[Saved entries]
::::

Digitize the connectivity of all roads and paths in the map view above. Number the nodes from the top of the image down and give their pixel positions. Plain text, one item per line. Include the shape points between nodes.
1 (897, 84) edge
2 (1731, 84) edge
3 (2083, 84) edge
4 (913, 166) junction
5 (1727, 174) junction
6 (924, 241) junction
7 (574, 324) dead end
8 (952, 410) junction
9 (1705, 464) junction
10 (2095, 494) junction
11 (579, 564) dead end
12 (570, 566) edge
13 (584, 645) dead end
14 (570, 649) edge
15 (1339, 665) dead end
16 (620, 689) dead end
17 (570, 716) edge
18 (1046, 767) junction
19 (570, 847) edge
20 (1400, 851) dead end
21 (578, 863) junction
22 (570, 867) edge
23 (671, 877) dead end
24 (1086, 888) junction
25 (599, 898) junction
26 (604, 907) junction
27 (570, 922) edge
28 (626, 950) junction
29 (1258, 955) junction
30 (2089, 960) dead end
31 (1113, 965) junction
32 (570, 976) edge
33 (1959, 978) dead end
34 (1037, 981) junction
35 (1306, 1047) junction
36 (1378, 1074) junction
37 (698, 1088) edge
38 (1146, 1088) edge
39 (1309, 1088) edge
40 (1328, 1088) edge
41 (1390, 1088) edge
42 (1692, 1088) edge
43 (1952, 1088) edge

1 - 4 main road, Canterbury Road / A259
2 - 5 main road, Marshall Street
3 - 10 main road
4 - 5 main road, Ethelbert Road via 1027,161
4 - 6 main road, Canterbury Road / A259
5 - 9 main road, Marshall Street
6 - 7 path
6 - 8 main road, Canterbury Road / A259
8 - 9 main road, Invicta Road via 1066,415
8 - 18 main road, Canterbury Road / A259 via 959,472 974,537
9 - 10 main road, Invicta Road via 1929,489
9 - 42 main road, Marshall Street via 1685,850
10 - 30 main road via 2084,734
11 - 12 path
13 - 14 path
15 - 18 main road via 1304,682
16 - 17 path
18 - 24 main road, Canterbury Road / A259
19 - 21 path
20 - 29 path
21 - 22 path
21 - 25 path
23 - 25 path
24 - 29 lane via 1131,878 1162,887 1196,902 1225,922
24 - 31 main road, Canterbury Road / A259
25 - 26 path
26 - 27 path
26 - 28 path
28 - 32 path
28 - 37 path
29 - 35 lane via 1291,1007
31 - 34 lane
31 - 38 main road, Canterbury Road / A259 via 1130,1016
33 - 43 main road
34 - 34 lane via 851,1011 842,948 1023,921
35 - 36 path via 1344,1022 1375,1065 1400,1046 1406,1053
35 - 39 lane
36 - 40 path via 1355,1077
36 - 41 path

::::

→ **Required action**
Write out the records shown above, exactly as they appear.

→ **Finished exercise**
Digitize the connectivity of all roads and paths in the map view above. Number the nodes from the top of the image down and give their pixel positions. Plain text, one item per line. Include the shape points between nodes.
1 (897, 84) edge
2 (1731, 84) edge
3 (2083, 84) edge
4 (913, 166) junction
5 (1727, 174) junction
6 (924, 241) junction
7 (574, 324) dead end
8 (952, 410) junction
9 (1705, 464) junction
10 (2095, 494) junction
11 (579, 564) dead end
12 (570, 566) edge
13 (584, 645) dead end
14 (570, 649) edge
15 (1339, 665) dead end
16 (620, 689) dead end
17 (570, 716) edge
18 (1046, 767) junction
19 (570, 847) edge
20 (1400, 851) dead end
21 (578, 863) junction
22 (570, 867) edge
23 (671, 877) dead end
24 (1086, 888) junction
25 (599, 898) junction
26 (604, 907) junction
27 (570, 922) edge
28 (626, 950) junction
29 (1258, 955) junction
30 (2089, 960) dead end
31 (1113, 965) junction
32 (570, 976) edge
33 (1959, 978) dead end
34 (1037, 981) junction
35 (1306, 1047) junction
36 (1378, 1074) junction
37 (698, 1088) edge
38 (1146, 1088) edge
39 (1309, 1088) edge
40 (1328, 1088) edge
41 (1390, 1088) edge
42 (1692, 1088) edge
43 (1952, 1088) edge

1 - 4 main road, Canterbury Road / A259
2 - 5 main road, Marshall Street
3 - 10 main road
4 - 5 main road, Ethelbert Road via 1027,161
4 - 6 main road, Canterbury Road / A259
5 - 9 main road, Marshall Street
6 - 7 path
6 - 8 main road, Canterbury Road / A259
8 - 9 main road, Invicta Road via 1066,415
8 - 18 main road, Canterbury Road / A259 via 959,472 974,537
9 - 10 main road, Invicta Road via 1929,489
9 - 42 main road, Marshall Street via 1685,850
10 - 30 main road via 2084,734
11 - 12 path
13 - 14 path
15 - 18 main road via 1304,682
16 - 17 path
18 - 24 main road, Canterbury Road / A259
19 - 21 path
20 - 29 path
21 - 22 path
21 - 25 path
23 - 25 path
24 - 29 lane via 1131,878 1162,887 1196,902 1225,922
24 - 31 main road, Canterbury Road / A259
25 - 26 path
26 - 27 path
26 - 28 path
28 - 32 path
28 - 37 path
29 - 35 lane via 1291,1007
31 - 34 lane
31 - 38 main road, Canterbury Road / A259 via 1130,1016
33 - 43 main road
34 - 34 lane via 851,1011 842,948 1023,921
35 - 36 path via 1344,1022 1375,1065 1400,1046 1406,1053
35 - 39 lane
36 - 40 path via 1355,1077
36 - 41 path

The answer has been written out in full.